The thinking behind those choices

  • The App Router, rather than the Pages Router, means product and category data is fetched in React Server Components. That keeps the commercetools calls on the server and streams markup to the browser, which is what makes PDP and PLP rendering fast and keeps credentials off the client.

  • The single most important rule is the backend-for-frontend (BFF) boundary. The browser never talks to commercetools directly and never sees a credential. Every call goes through a Next.js Route Handler, which calls a helper in lib/ct/, which uses one shared SDK client. No NEXT_PUBLIC_ secrets exist anywhere, ever. The skills enforce this relentlessly, and for good reason.
  • That shared SDK client is built once, at module scope, and imported everywhere. Build it per request and you'll exhaust OAuth tokens and leak memory, which is a classic mistake the skills exist to prevent.

  • Sessions go in a signed, HTTP-only cookie via jose instead of server-side session storage. No localStorage, which would be exposed to XSS, and no session infrastructure to run. The catch you need to remember is that SESSION_SECRET has to be at least 32 characters in production.
  • Tailwind v4 is token-first, with design tokens defined in globals.css and no tailwind.config.ts, which buys you performance and keeps you aligned with where the Next.js ecosystem is heading.
  • Product search uses apiRoot.products().search(), the Product Search API. The Product Projection Search API is off the table as it isn't a recommended choice.
  • The checkout is owned by commercetools: the payment step mounts the Checkout Browser SDK, which captures payment and creates the order, so the skills deliberately tell the agent not to write a custom payment form or a custom order-creation route.

Where the skills take a stance and where they step back

The agent stays consistent about the following:

  • The directory structure: app/, lib/ct/, lib/mappers/, hooks/, components/, and context/
  • The BFF data-fetching pattern and its no-fetch-in-the-client rule
  • The session shape, and the type boundary with its mapper layer
  • One BCP-47 locale format everywhere.
  • Locale, currency, and country treated as a single atomic change, with the Cart reset whenever the currency changes (a commercetools Cart's currency is immutable)
  • On B2B: every user-facing write through the as-associate chain, and every business-unit-scoped cache keyed by business unit.
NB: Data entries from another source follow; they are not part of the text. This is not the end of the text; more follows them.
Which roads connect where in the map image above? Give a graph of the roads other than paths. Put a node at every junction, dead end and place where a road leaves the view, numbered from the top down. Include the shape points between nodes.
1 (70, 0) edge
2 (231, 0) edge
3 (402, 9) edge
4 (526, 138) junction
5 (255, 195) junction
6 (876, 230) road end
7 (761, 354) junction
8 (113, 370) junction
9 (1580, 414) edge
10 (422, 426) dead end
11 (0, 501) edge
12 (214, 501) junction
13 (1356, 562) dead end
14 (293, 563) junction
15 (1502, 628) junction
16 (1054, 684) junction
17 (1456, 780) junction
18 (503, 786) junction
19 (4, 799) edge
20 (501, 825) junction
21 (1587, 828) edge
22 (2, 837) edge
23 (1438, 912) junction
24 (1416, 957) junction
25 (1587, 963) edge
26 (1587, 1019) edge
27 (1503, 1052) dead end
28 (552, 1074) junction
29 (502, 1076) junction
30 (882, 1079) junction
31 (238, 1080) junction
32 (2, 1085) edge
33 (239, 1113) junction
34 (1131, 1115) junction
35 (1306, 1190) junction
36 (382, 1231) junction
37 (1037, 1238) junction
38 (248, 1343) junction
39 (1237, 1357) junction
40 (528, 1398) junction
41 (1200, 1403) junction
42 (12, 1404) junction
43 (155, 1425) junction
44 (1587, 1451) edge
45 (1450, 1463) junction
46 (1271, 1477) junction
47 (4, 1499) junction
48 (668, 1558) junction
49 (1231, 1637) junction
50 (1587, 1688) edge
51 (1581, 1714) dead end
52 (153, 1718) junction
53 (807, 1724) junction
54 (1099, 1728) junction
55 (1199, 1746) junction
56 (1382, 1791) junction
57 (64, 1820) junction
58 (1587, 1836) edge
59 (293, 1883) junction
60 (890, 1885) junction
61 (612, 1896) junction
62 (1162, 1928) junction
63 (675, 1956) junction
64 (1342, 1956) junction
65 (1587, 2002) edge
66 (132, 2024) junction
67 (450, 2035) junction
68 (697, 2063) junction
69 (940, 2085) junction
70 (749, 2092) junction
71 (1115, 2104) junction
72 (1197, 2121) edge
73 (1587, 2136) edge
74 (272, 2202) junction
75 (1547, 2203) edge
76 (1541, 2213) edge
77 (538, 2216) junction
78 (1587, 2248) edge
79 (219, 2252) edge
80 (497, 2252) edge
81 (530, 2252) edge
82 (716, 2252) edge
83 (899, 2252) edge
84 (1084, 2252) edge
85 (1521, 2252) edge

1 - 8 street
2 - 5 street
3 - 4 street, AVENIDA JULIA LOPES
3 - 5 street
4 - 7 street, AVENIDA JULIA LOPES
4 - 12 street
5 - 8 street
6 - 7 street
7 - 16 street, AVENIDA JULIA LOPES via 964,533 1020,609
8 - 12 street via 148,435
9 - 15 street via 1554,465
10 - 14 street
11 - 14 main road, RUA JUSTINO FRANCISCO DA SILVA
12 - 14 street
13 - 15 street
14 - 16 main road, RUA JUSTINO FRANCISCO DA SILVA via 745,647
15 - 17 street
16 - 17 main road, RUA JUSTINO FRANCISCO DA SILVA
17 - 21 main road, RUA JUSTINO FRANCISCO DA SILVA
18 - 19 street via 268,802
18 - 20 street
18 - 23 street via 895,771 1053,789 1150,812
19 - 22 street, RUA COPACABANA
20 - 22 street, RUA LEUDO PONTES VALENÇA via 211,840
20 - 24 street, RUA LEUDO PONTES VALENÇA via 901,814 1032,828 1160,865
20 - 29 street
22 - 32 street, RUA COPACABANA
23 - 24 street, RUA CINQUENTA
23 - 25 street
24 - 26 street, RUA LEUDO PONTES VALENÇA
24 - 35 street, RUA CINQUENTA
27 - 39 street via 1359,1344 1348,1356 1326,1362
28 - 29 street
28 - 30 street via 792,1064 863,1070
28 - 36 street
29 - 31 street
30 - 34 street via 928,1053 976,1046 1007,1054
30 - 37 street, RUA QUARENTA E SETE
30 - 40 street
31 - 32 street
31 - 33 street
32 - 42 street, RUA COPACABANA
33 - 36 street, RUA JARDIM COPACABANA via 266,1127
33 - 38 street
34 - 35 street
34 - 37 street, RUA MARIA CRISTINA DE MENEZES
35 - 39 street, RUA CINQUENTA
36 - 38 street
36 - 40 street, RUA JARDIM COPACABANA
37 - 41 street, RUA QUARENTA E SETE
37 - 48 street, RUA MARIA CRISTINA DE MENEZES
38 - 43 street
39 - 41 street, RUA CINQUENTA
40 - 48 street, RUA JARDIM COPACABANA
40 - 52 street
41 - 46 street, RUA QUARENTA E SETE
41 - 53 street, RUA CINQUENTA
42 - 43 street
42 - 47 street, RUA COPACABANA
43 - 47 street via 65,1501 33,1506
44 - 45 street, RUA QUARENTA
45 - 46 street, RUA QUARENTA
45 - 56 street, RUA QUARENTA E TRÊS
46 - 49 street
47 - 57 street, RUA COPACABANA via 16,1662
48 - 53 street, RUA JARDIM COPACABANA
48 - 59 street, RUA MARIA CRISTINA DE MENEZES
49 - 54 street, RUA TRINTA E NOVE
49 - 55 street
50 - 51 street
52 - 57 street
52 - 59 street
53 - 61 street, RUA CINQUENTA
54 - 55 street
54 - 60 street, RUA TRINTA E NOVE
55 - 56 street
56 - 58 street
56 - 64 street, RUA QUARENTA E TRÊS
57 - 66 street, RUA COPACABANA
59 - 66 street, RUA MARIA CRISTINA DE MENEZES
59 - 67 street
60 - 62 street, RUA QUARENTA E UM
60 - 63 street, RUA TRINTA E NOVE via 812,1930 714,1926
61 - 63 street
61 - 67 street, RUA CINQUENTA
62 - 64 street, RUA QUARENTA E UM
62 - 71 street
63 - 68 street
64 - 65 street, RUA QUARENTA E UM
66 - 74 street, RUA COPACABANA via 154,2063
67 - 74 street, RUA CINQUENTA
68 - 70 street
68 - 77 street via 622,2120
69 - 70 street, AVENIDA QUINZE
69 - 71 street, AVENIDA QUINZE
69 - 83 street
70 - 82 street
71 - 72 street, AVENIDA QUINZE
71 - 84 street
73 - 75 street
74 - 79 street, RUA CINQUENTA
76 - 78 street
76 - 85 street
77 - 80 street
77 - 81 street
And it does not interfere with the rest, such as:

  • Your visual design system beyond the Tailwind baseline
  • State management beyond Stale-While-Revalidate (SWR)
  • Your testing framework and CI pipeline
  • Any deployment target past the bundled Vercel and Netlify configs
  • All of your business logic, merchandising rules, and content

How the pieces fit together

The agent reasons with the skills as standing context and reaches for the Knowledge MCP whenever it needs a current fact. It writes ordinary Next.js code that talks to your Project through the SDK. The agent is nowhere in the runtime path of your live storefront. It produces the code, but the code runs on its own.

Adapt to your stack

To adapt the plugin to your tech stack, you have three options:

  • Use it as-is: the fastest path. You get a coherent reference implementation with the agent keeping it consistent for you, and it's the right call when you're starting fresh or building a proof of concept.
  • Fork the skills: when you have a handful of deliberate divergences, say a different session strategy or a different styling system, and you want the agent to apply them consistently, fork the repo, edit the relevant SKILL.md and references, and point your agent at your fork.
  • Use it as a reference only: read the SKILL.md files for the patterns but don't install them. You get the architectural thinking without the agent auto-applying it, as long as you accept that it then won't reach for these patterns on its own.